Photo:  Rebecca Jefferis Williamson and Paul Rios by Anselmo Ruiz-Nevarez

June 25, 2017 (Lakeside) -- “You talk to Martians?”  That’s a question Lakeside Amateur Radio Club chairman KC6QLS said they have been asked. He and the club members were setting up, from antennas to canopies, for Field Day on June 23.   Field day is ham radio’s open house, so to speak, and runs from June 24-25.  KC6QLS followed up with the answer “They’re not answering.” Part and parcel for what they get asked.

According to The National Association for Amateur Radio, ARRL or Amateur Radio Relay League is behind Field Day. “Every June, more than 40,000 hams throughout North America set up temporary transmitting stations in public places to demonstrate ham radio's science, skill and service to our communities and our nation. It combines public service, emergency preparedness, community outreach, and technical skills all in a single event. Field Day has been an annual event since 1933, and remains the most popular event in ham radio.”

By the way, KC6QLS is the call sign Paul Rios goes by. His wife, Ann, is KC6TBG.   Another club member, Mike Maston (pictured on the ham radio at right), is known as M60PH.  The club’s call sign is K6LKS. Call signs are allocated to amateur radio operators around the world and used to legally identity the station or operator. 

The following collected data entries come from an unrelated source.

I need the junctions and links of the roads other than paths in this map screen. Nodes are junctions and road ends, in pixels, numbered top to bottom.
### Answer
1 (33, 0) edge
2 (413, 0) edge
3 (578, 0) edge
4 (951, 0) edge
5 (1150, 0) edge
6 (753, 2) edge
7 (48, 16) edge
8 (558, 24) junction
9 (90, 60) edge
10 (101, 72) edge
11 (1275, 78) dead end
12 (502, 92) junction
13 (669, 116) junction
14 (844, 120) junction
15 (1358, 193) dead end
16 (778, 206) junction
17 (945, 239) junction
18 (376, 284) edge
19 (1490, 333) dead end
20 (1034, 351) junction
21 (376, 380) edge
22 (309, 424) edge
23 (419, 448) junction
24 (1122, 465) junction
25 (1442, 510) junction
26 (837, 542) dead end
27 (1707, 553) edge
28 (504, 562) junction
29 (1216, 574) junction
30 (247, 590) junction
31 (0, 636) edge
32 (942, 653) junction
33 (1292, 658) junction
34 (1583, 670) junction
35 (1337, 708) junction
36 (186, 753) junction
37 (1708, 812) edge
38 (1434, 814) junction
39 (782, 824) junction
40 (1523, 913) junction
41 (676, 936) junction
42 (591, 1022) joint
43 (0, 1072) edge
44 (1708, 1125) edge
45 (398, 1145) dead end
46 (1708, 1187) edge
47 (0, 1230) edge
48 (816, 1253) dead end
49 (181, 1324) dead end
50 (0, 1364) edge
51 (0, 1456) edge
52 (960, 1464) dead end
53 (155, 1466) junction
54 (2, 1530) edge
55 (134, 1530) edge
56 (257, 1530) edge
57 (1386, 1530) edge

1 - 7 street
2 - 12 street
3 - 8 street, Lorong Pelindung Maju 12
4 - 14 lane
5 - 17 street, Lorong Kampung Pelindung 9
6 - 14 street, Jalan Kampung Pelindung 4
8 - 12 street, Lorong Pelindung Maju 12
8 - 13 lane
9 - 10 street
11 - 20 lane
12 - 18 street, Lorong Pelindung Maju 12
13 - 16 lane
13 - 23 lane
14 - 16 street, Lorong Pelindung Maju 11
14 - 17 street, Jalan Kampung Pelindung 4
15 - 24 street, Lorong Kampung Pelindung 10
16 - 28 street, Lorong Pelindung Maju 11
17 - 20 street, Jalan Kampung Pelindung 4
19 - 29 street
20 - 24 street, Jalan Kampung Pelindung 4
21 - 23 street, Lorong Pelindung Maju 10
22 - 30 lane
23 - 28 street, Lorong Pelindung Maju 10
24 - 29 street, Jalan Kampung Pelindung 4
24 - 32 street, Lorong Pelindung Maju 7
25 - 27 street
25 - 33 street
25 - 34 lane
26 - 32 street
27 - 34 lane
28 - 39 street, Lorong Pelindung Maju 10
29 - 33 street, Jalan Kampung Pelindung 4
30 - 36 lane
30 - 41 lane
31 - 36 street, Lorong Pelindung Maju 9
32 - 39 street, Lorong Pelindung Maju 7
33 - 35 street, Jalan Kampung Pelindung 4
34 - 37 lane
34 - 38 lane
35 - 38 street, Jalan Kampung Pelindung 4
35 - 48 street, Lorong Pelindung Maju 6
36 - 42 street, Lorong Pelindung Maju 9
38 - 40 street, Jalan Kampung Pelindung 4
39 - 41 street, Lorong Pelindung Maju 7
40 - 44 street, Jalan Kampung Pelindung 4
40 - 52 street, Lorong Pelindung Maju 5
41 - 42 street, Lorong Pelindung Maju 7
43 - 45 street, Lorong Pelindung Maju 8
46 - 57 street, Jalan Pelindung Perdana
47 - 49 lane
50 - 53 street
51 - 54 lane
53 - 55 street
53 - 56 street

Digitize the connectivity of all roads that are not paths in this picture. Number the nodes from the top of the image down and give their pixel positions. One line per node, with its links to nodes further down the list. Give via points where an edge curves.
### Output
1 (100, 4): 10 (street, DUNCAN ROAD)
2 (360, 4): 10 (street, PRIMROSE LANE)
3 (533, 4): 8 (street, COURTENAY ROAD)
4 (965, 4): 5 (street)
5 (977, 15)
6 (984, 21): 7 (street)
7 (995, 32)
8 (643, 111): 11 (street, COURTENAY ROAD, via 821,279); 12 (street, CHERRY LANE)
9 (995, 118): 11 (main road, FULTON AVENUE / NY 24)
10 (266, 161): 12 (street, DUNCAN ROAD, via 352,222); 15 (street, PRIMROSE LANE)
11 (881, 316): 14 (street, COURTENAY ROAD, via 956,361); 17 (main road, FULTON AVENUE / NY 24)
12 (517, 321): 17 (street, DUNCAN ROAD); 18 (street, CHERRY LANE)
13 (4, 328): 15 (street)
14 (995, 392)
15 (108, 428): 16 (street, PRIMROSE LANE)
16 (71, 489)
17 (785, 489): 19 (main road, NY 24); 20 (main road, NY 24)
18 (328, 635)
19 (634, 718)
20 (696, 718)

Martian jokes aside, the Lakeside Amateur Radio Club, comprised of 60 members, provides a very serious service to the community of Lakeside and beyond. They relay information and news to the Lakeside Fire Department, plus more, during emergencies.  In fact, the Lakeside Fire Department station, on Lakeside Avenue, is so connected to the club that it provided a home for the club in its annex. The annex is where they were holding their 7th Field Day.

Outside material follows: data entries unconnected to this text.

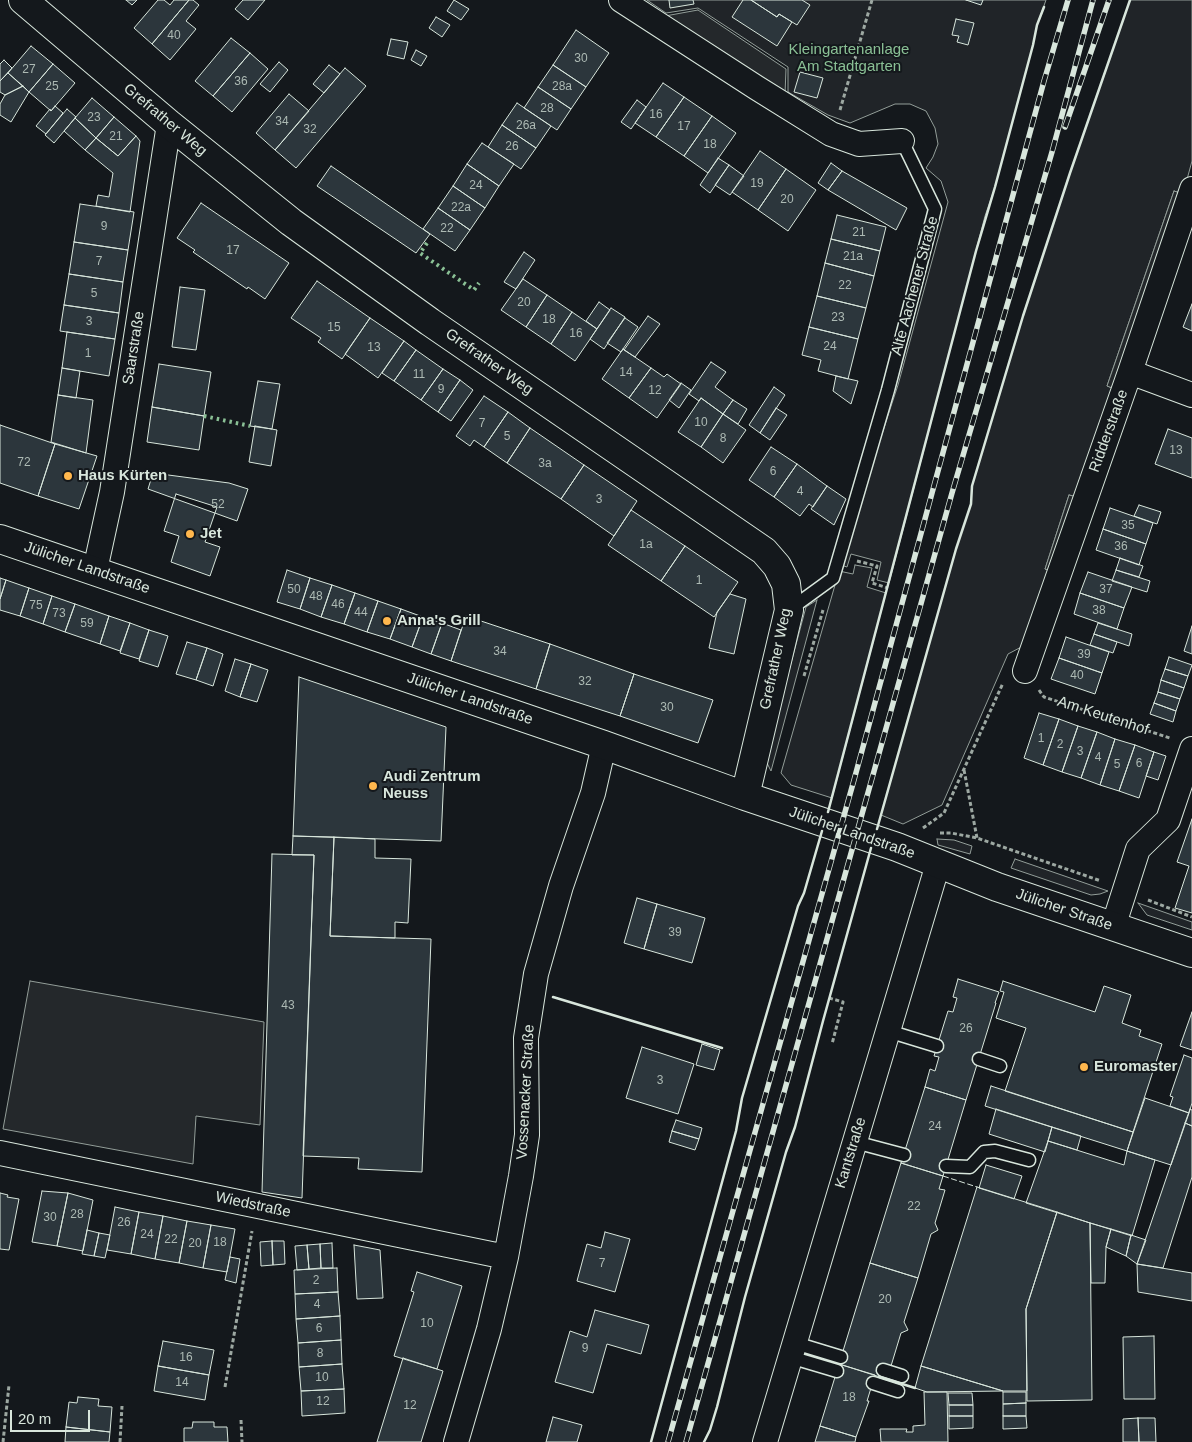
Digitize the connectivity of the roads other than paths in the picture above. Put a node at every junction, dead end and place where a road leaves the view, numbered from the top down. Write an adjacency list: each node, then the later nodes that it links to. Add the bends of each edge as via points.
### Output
1 (23, 0): 3 (main road, Grefrather Weg)
2 (622, 0): 4 (street, Alte Aachener Straße, via 831,134 859,144)
3 (169, 124): 9 (street, Saarstraße, via 112,492); 10 (main road, Grefrather Weg, via 291,222 430,322 764,551 786,584)
4 (902, 141): 10 (lane, Alte Aachener Straße, via 935,209 888,390 833,578)
5 (1192, 189): 6 (street, Ridderstraße)
6 (1130, 372): 7 (street); 11 (street, Ridderstraße)
7 (1192, 395)
8 (0, 539): 9 (main road, Jülicher Landstraße)
9 (95, 570): 13 (main road, Jülicher Landstraße)
10 (790, 610): 14 (main road, Grefrather Weg)
11 (1025, 671)
12 (1183, 744): 16 (street, via 1168,820 1138,849)
13 (604, 745): 14 (main road, Jülicher Landstraße); 27 (street, Vossenacker Straße, via 593,794 561,886 536,974 526,1038 527,1135)
14 (745, 796): 15 (main road, Jülicher Landstraße)
15 (938, 864): 16 (main road, Jülicher Straße); 18 (street, Kantstraße)
16 (1113, 927): 17 (main road, Jülicher Straße)
17 (1192, 953)
18 (888, 1031): 19 (lane); 22 (street, Kantstraße)
19 (937, 1046)
20 (979, 1059): 21 (lane)
21 (1000, 1066)
22 (855, 1142): 24 (lane); 28 (street, Kantstraße)
23 (0, 1153): 27 (street, Wiedstraße)
24 (904, 1155)
25 (1029, 1160): 26 (lane, via 995,1151 984,1152 970,1167)
26 (946, 1166)
27 (506, 1257): 35 (street, Vossenacker Straße)
28 (793, 1350): 29 (lane); 31 (lane); 36 (street, Kantstraße)
29 (841, 1357)
30 (883, 1370): 32 (lane)
31 (837, 1371)
32 (902, 1376)
33 (873, 1383): 34 (lane)
34 (898, 1391)
35 (456, 1442)
36 (765, 1442)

Using the right emotional delivery and verbiage in their transmissions to first responders is of tantamount importance. Rios said if something is relayed to them, it is relayed the exact same way along the lines of communication. Rios said, “We have to be very careful and no names of casualties are broadcast. Exactly what the fire chief said at one end goes to the other end.”

The club lists its public service work as such:  Lakeside Fire Department- EOC, Lakeside Fire Department-Open House, Lakeside Emergency Net, Lakeside CERT, and amateur radio classes.

Some of the tools of the trade the club has are an ICom Yaesu radio, maps of the area, a Sioscan atomic digital clock, and note pads to write down pertinent information to be relayed back and forth between hammers, the fire department, and the club members manning their radios.  If a disaster happens, they get busy.

WB Tarleton, lives out of state but has worked with “hammers,” had this to say via Facebook, “Hammers are great. They are included in emergency plans across the country as the last resort for when traditional means of communications (landlines, cell phones, etc.) go down.  They are critical in such plans and take their (volunteer) roles in emergency planning very seriously.  They are also a hell of lot of fun.”

Photo, left:   Gerry Kodad, Scott Schlmutzler, and Simon Pearson prepare the antenna to use for the Lakeside Amateur Radio Club's participation in Field Day 2017. 

Ham radio jokes?  Rios quipped, “What did the antenna say to the wedding party? Thanks for the reception.”

LARC (the Lakeside Amateur Radio Club) holds a Lakeside Emergency Net the second Sunday of every month at 7:00 p.m., 147.765 (-) Offset PL 797.7.

LARC will also be in charge and run the 3rd Annual San Diego Hamfest 2017.  All local ham clubs will be welcome, have button hole “QSO’s” with other hams, ham radio vendors, VE testing, door prizes,”free” antenna friendly parking, speakers, and more on October 7th on the Lakeside Rodeo Grounds.  Visit:  or for more information.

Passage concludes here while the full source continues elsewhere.